Great video 'Dood. Back in the early 60's my Dad fitted a 197 Villiers 8E engine to his Bantam, making the engine plates at work and eventually fitting a lightweight sidecar and chassis, both of his own design. Love your 'Flash, had one "back in the day!" Great bikes.
I am young at 53 and started reading about bikes at 10 years old. I have read about these bikes but have never seen any of them anywhere but Barber's museum. You are giving me visual cues to things I read 40+ years ago! Ammeters were important with Lucas, the prince of darkness!
My first ever motorbike was a Triumph Tiger Cub in 1974 when I was 17yrs old..had it for a couple of years untill I passed my test and then moved onto a BSA A65 Thunderbolt..I'm now 67yrs old and have had numerous motorcycles over the years..but have never forgotten the old Cub that started it all off.....
@bikerdood1100 Have only recently had your videos come up in my recommendations and am slowly going through them...thoroughly enjoying them and thank you for putting them out there....
Whilst growing up in 50/60s regional NSW there will still old blokes riding around on those old pedal to start bikes from the twenties (or earlier). I still remember that pop pop sound and the ever present cloud of blue smoke.
Hands down the Brits had the nicest style & quality build small bikes.As much as i don't like noisey vibration of 2 strokes, these are quite nice and quiet too & look very rider friendly. The Triumph mountain Cub was my first small bike other than a early 60's Honda 50cc cub, & The Triumph Cub in all its incarnations is still the favorite bike i've ever owned out of dozens in my 60+ years riding,including old Harley Knuck & Panhead and modern Hondas & Hayabusa.
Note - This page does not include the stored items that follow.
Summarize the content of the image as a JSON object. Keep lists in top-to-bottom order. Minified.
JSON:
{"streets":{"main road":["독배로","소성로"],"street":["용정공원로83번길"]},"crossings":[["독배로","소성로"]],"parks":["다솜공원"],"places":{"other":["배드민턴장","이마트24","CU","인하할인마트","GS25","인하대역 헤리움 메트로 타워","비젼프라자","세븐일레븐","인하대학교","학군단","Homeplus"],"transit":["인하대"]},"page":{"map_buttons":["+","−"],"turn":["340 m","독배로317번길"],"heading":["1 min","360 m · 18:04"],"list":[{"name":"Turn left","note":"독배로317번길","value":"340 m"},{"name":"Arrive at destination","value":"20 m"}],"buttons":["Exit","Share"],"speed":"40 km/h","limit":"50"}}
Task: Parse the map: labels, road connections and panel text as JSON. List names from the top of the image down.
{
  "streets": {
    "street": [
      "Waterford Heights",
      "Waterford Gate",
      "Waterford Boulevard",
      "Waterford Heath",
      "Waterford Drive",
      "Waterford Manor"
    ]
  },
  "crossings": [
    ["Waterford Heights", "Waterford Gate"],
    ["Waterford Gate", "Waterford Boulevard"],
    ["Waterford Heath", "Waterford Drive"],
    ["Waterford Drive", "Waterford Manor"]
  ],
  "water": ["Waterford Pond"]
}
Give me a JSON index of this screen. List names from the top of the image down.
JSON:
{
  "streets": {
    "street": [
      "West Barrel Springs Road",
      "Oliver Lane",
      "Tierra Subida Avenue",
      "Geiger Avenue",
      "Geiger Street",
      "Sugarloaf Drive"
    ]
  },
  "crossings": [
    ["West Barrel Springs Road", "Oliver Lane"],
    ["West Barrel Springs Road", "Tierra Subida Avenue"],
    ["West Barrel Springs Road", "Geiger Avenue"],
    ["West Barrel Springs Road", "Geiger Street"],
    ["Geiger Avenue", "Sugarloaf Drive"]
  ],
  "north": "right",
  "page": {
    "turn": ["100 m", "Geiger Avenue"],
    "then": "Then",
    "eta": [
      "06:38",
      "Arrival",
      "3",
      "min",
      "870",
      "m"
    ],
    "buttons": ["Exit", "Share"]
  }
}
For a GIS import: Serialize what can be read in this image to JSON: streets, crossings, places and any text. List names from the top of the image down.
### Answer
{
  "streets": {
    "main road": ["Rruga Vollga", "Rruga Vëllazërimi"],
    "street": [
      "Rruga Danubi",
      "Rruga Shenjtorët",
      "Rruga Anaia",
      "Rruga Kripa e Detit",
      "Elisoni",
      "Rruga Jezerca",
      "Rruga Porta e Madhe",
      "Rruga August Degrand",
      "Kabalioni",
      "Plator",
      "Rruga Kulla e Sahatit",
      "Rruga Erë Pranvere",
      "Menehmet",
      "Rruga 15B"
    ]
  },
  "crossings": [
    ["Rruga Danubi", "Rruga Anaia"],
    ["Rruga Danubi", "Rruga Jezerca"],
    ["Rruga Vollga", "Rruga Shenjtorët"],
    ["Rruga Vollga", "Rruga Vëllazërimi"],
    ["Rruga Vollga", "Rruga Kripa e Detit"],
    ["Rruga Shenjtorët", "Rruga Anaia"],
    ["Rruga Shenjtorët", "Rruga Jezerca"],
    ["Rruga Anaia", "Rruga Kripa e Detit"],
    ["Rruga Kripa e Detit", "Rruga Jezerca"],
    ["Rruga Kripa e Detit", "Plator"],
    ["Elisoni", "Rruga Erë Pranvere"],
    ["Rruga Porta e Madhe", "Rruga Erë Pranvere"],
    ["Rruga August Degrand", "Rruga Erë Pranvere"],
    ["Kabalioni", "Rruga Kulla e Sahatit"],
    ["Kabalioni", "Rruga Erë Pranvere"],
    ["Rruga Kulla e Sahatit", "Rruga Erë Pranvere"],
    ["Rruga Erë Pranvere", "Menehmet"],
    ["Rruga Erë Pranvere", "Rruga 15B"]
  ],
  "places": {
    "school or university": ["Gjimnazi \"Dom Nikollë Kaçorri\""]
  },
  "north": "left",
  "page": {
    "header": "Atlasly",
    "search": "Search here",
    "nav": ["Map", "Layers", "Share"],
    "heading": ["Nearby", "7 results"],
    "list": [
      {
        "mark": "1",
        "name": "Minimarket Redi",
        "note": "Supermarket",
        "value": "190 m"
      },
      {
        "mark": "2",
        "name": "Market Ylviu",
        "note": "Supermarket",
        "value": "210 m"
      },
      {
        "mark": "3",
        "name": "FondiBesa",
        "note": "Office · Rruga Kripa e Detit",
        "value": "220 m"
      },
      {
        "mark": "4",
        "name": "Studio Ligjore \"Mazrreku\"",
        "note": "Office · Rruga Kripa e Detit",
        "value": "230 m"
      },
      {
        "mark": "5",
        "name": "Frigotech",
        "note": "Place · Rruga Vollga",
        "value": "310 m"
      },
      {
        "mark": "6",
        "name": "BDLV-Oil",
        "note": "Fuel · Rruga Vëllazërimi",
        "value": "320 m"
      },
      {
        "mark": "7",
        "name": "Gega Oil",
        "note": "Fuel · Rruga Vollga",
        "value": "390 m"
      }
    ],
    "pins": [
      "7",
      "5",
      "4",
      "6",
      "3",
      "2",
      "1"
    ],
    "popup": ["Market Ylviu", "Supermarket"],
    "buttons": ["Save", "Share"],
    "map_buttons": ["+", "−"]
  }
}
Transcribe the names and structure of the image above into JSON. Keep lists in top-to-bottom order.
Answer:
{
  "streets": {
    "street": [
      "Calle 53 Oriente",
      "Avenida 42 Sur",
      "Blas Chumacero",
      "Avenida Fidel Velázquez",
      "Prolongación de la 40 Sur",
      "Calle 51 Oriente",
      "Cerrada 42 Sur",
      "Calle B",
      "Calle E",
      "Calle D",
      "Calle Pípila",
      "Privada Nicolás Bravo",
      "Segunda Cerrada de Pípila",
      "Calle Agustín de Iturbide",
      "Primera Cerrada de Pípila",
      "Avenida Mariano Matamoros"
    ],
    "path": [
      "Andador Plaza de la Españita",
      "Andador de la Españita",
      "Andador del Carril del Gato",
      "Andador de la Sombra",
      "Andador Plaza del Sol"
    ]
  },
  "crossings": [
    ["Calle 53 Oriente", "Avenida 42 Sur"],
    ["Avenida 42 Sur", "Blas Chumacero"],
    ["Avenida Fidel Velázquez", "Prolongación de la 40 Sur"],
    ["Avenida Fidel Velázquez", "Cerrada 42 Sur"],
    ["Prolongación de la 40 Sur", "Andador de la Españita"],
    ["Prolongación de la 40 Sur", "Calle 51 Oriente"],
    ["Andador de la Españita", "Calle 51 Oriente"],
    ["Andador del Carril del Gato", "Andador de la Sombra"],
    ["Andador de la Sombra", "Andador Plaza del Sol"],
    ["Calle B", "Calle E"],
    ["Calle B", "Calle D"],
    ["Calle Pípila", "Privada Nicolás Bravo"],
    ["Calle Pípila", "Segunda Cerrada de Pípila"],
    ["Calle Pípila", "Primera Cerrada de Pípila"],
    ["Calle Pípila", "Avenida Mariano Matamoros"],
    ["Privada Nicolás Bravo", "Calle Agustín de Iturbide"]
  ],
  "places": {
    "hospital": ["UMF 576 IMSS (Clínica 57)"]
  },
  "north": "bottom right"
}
That Ariel looks like a premium bike too..Great selection.
I had a D7 around 1964. It was bright red with chrome panels on the tank. It took me from Woking to Guildford and back to work for a couple of years. I rode it to scrambles meetings at Bigging Hill and Twesledown, also to Brands Hatch a few times.
I had a Cub in 1974, my brother-in-law had tuned it extensively, it went like the clappers but broke down almost every trip out. It was a love hate relationship and hate soon won. I’ve kicked myself ever since for giving it away.
Not on the road they didn’t Guzzi made a v8 500 in the 50s which to me makes the Honda seem tame Then Yamaha v4 250s too, in that sense the Honda isn’t all that amazing
@@bikerdood1100 wow Thanks I wasn't aware. I am into Motocross Enduro off road racing mainly. I had a Triumph Trident 1970s and Norton long ago. Cheers 🥂
Ah the Ariel Colt, my first motorcycle... Basic Burman gearbox and leaky chain case but it got me through my test. Just! That plunger frame bottomed out very easily. Enjoyable to see a nice example though. Many thanks Bikerdood.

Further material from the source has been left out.